Defining the Future: EU Commission Sets Out What Makes a Startup 'Innovative'
The European Commission published Commission Recommendation (EU) 2026/720 on March 18, 2026, laying out for the first time a formal EU-level definition of innovative enterprises, innovative startups, and innovative scaleups. The recommendation, which applies across member states and informs how public support, tax treatment, and regulatory frameworks interact with high-growth companies, addresses a longstanding gap in European innovation policy: the absence of a common framework for identifying the companies that European economies most need to nurture.

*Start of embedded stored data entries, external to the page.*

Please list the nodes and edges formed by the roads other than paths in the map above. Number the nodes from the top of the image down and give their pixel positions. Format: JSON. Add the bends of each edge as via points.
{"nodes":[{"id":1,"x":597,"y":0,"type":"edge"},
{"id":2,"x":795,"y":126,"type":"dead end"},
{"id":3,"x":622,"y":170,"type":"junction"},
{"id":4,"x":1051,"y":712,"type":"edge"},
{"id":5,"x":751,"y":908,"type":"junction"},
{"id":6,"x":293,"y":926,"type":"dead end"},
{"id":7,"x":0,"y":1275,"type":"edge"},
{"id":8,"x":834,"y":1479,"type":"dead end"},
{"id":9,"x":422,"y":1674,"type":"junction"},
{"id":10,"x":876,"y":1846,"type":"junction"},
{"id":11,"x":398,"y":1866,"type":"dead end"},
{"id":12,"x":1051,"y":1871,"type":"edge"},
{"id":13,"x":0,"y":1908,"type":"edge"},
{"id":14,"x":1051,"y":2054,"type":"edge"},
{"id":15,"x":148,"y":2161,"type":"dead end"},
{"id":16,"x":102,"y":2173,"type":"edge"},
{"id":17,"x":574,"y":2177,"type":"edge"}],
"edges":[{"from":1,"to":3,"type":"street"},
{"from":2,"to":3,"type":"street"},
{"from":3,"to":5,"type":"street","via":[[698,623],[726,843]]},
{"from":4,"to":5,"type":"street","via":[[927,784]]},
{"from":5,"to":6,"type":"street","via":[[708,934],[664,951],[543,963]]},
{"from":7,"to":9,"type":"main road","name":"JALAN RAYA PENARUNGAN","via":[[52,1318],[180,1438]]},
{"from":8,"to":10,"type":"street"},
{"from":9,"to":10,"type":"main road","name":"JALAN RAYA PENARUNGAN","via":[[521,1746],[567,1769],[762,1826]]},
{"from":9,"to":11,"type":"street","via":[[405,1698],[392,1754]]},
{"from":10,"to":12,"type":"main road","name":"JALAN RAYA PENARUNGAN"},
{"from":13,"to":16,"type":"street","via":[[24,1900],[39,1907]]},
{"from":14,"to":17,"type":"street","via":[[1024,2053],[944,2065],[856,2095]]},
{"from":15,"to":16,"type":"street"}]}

The definition criteria distinguish between enterprises at different stages of their growth trajectory. Innovative startups are characterised by their age — typically less than five years in operation — their growth orientation, their research and development intensity relative to turnover, and whether they are working on technologies or business models with significant novel elements. Innovative scaleups are defined by their proven growth trajectory — typically demonstrating at least 10 percent annual growth in revenue or employment — combined with continued innovation intensity. The framework is intended to guide member state tax authorities, state aid administrators, and public procurement offices in identifying companies that merit preferential treatment without creating artificial categories that can be gamed by companies that look the part but lack genuine innovation activity.
European startup founders and venture investors broadly welcomed the recommendation as a step toward more coherent and predictable treatment of high-growth companies across the single market. The Financial Times noted in a separate analysis that the parallel 'EU Inc' corporate legal framework proposal remains controversial, with critics arguing it represents a missed opportunity for more radical simplification of European company law that would genuinely incentivise startups to stay in Europe rather than incorporating in Delaware or in UK holding company structures.